▸ Exercise: From the records below, take each line where the string "Kraśnik" shows up and copy it.

▸ Recorded data:
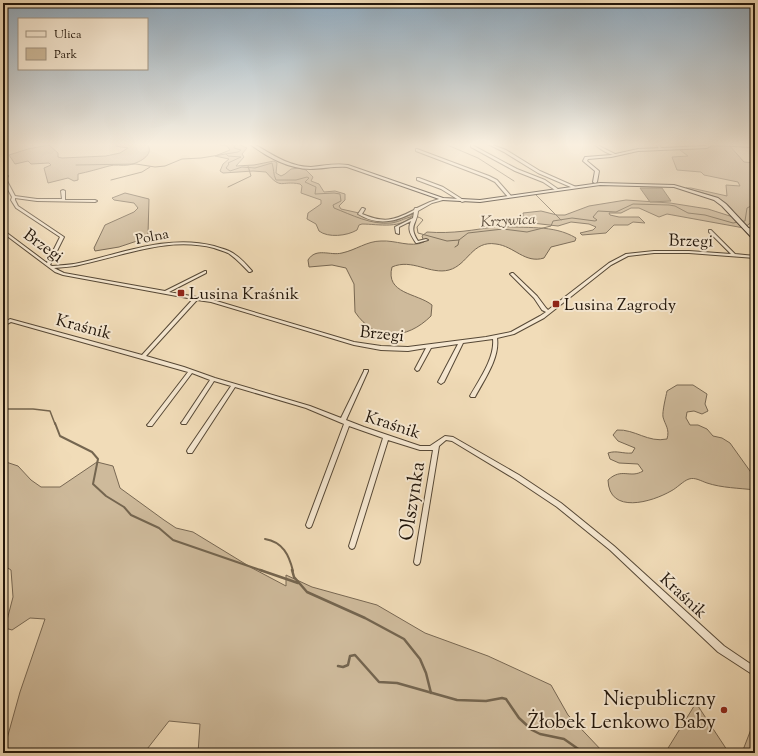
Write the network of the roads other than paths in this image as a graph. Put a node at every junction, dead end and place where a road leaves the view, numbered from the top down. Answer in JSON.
{"nodes":[{"id":1,"x":386,"y":179,"type":"edge"},
{"id":2,"x":418,"y":179,"type":"dead end"},
{"id":3,"x":492,"y":179,"type":"edge"},
{"id":4,"x":540,"y":179,"type":"edge"},
{"id":5,"x":556,"y":179,"type":"edge"},
{"id":6,"x":4,"y":180,"type":"edge"},
{"id":7,"x":600,"y":181,"type":"joint"},
{"id":8,"x":574,"y":187,"type":"junction"},
{"id":9,"x":556,"y":190,"type":"junction"},
{"id":10,"x":63,"y":192,"type":"dead end"},
{"id":11,"x":509,"y":196,"type":"junction"},
{"id":12,"x":14,"y":197,"type":"junction"},
{"id":13,"x":442,"y":199,"type":"junction"},
{"id":14,"x":95,"y":200,"type":"dead end"},
{"id":15,"x":61,"y":201,"type":"junction"},
{"id":16,"x":463,"y":201,"type":"junction"},
{"id":17,"x":363,"y":209,"type":"dead end"},
{"id":18,"x":416,"y":209,"type":"junction"},
{"id":19,"x":414,"y":217,"type":"junction"},
{"id":20,"x":747,"y":229,"type":"junction"},
{"id":21,"x":755,"y":230,"type":"edge"},
{"id":22,"x":3,"y":231,"type":"edge"},
{"id":23,"x":710,"y":231,"type":"dead end"},
{"id":24,"x":398,"y":232,"type":"dead end"},
{"id":25,"x":755,"y":238,"type":"edge"},
{"id":26,"x":426,"y":240,"type":"dead end"},
{"id":27,"x":733,"y":254,"type":"junction"},
{"id":28,"x":755,"y":256,"type":"edge"},
{"id":29,"x":50,"y":266,"type":"junction"},
{"id":30,"x":250,"y":271,"type":"dead end"},
{"id":31,"x":205,"y":272,"type":"dead end"},
{"id":32,"x":512,"y":274,"type":"dead end"},
{"id":33,"x":166,"y":292,"type":"junction"},
{"id":34,"x":196,"y":298,"type":"junction"},
{"id":35,"x":548,"y":312,"type":"junction"},
{"id":36,"x":3,"y":325,"type":"edge"},
{"id":37,"x":495,"y":338,"type":"junction"},
{"id":38,"x":461,"y":343,"type":"junction"},
{"id":39,"x":429,"y":347,"type":"junction"},
{"id":40,"x":143,"y":356,"type":"junction"},
{"id":41,"x":417,"y":369,"type":"dead end"},
{"id":42,"x":191,"y":371,"type":"junction"},
{"id":43,"x":366,"y":371,"type":"dead end"},
{"id":44,"x":213,"y":379,"type":"junction"},
{"id":45,"x":441,"y":382,"type":"dead end"},
{"id":46,"x":234,"y":385,"type":"junction"},
{"id":47,"x":473,"y":396,"type":"dead end"},
{"id":48,"x":345,"y":422,"type":"junction"},
{"id":49,"x":184,"y":423,"type":"dead end"},
{"id":50,"x":150,"y":425,"type":"dead end"},
{"id":51,"x":386,"y":437,"type":"junction"},
{"id":52,"x":436,"y":446,"type":"junction"},
{"id":53,"x":190,"y":451,"type":"dead end"},
{"id":54,"x":309,"y":525,"type":"dead end"},
{"id":55,"x":352,"y":546,"type":"dead end"},
{"id":56,"x":417,"y":562,"type":"dead end"},
{"id":57,"x":755,"y":672,"type":"edge"}],
"edges":[{"from":1,"to":13,"type":"street"},
{"from":2,"to":16,"type":"street"},
{"from":3,"to":11,"type":"street"},
{"from":4,"to":9,"type":"street"},
{"from":5,"to":8,"type":"street"},
{"from":6,"to":12,"type":"street"},
{"from":7,"to":8,"type":"street"},
{"from":7,"to":20,"type":"street"},
{"from":8,"to":9,"type":"street"},
{"from":9,"to":11,"type":"street"},
{"from":10,"to":15,"type":"street"},
{"from":11,"to":16,"type":"street"},
{"from":12,"to":15,"type":"street"},
{"from":12,"to":29,"type":"street"},
{"from":13,"to":16,"type":"street"},
{"from":13,"to":18,"type":"street"},
{"from":14,"to":15,"type":"street"},
{"from":17,"to":18,"type":"street"},
{"from":18,"to":19,"type":"street"},
{"from":19,"to":24,"type":"street"},
{"from":19,"to":26,"type":"street"},
{"from":20,"to":21,"type":"street"},
{"from":20,"to":25,"type":"street"},
{"from":22,"to":29,"type":"street","name":"Brzegi"},
{"from":23,"to":27,"type":"street"},
{"from":27,"to":28,"type":"street","name":"Brzegi"},
{"from":27,"to":35,"type":"street","name":"Brzegi"},
{"from":29,"to":30,"type":"street","name":"Polna"},
{"from":29,"to":33,"type":"street","name":"Brzegi"},
{"from":31,"to":33,"type":"street"},
{"from":32,"to":35,"type":"street"},
{"from":33,"to":34,"type":"street","name":"Brzegi"},
{"from":34,"to":39,"type":"street","name":"Brzegi"},
{"from":34,"to":40,"type":"street"},
{"from":35,"to":37,"type":"street","name":"Brzegi"},
{"from":36,"to":40,"type":"street","name":"Kraśnik"},
{"from":37,"to":38,"type":"street","name":"Brzegi"},
{"from":37,"to":47,"type":"street"},
{"from":38,"to":39,"type":"street","name":"Brzegi"},
{"from":38,"to":45,"type":"street"},
{"from":39,"to":41,"type":"street"},
{"from":40,"to":42,"type":"street","name":"Kraśnik"},
{"from":42,"to":44,"type":"street","name":"Kraśnik"},
{"from":42,"to":50,"type":"street"},
{"from":43,"to":48,"type":"street"},
{"from":44,"to":46,"type":"street","name":"Kraśnik"},
{"from":44,"to":49,"type":"street"},
{"from":46,"to":48,"type":"street","name":"Kraśnik"},
{"from":46,"to":53,"type":"street"},
{"from":48,"to":51,"type":"street","name":"Kraśnik"},
{"from":48,"to":54,"type":"street"},
{"from":51,"to":52,"type":"street","name":"Kraśnik"},
{"from":51,"to":55,"type":"street"},
{"from":52,"to":56,"type":"street","name":"Olszynka"},
{"from":52,"to":57,"type":"street","name":"Kraśnik"}]}
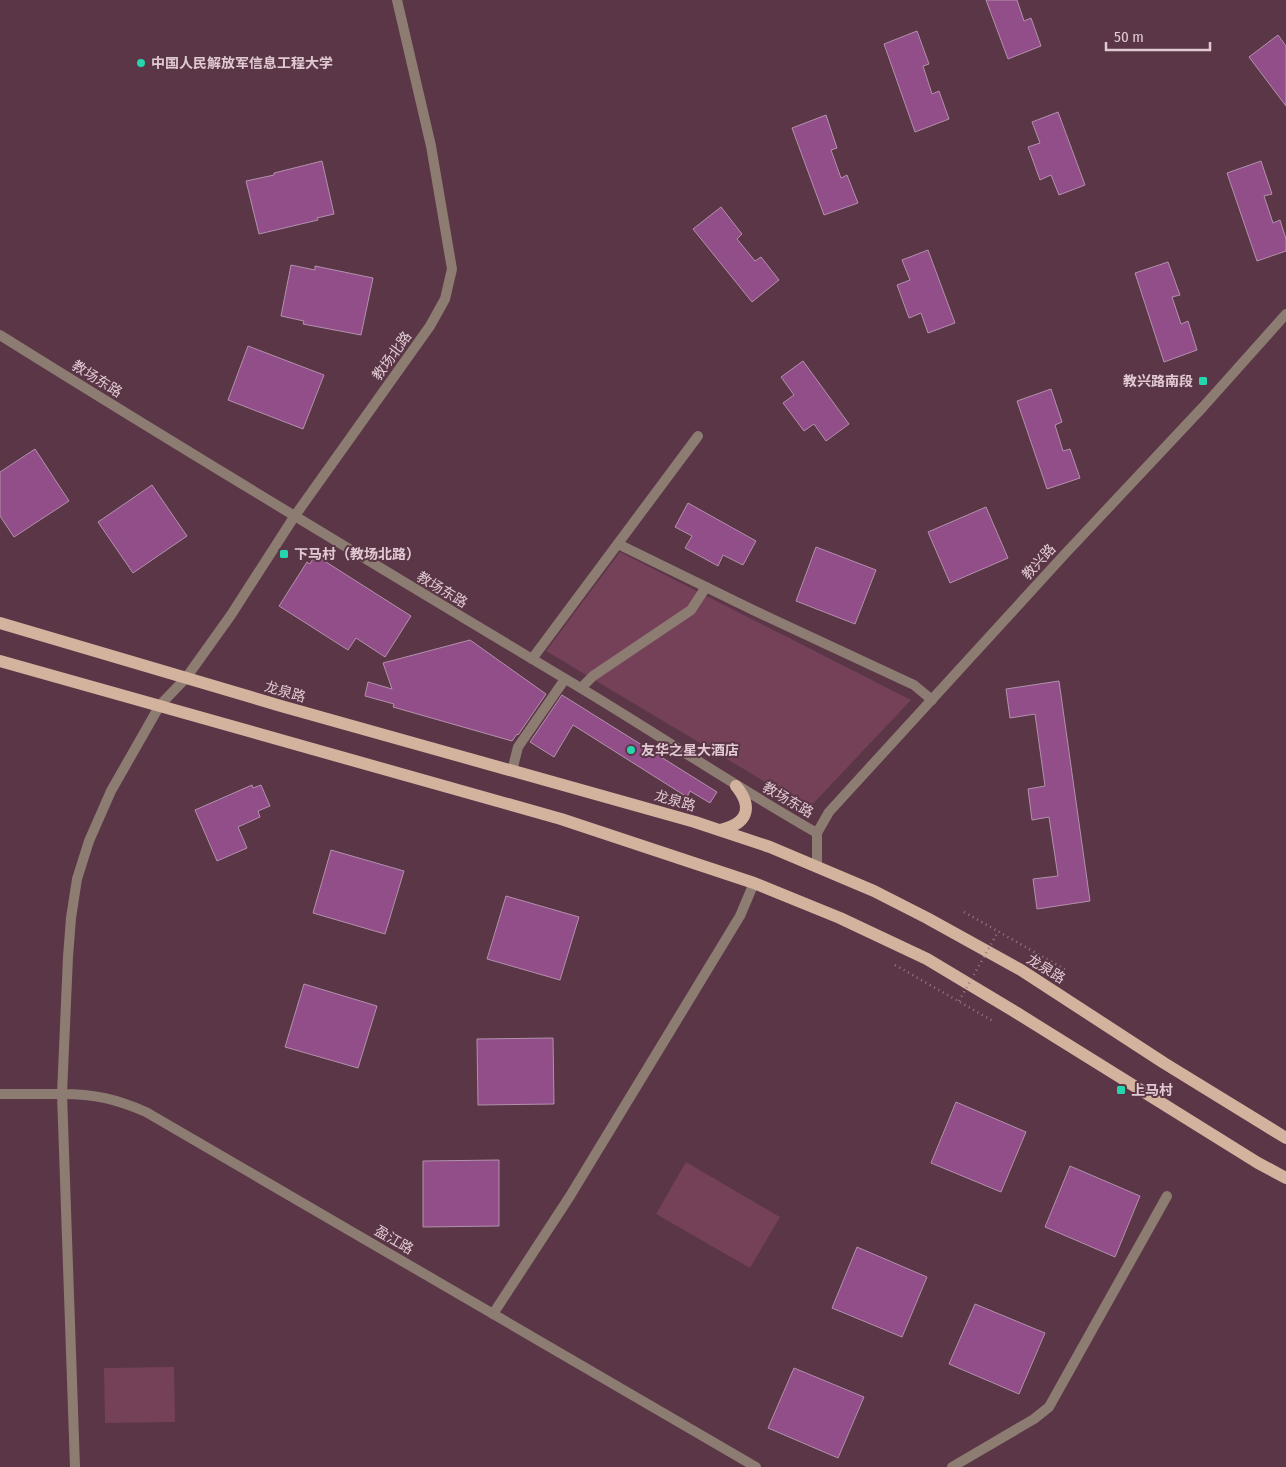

▸ Output below:
{"from":36,"to":40,"type":"street","name":"Kraśnik"},
{"from":40,"to":42,"type":"street","name":"Kraśnik"},
{"from":42,"to":44,"type":"street","name":"Kraśnik"},
{"from":44,"to":46,"type":"street","name":"Kraśnik"},
{"from":46,"to":48,"type":"street","name":"Kraśnik"},
{"from":48,"to":51,"type":"street","name":"Kraśnik"},
{"from":51,"to":52,"type":"street","name":"Kraśnik"},
{"from":52,"to":57,"type":"street","name":"Kraśnik"}]}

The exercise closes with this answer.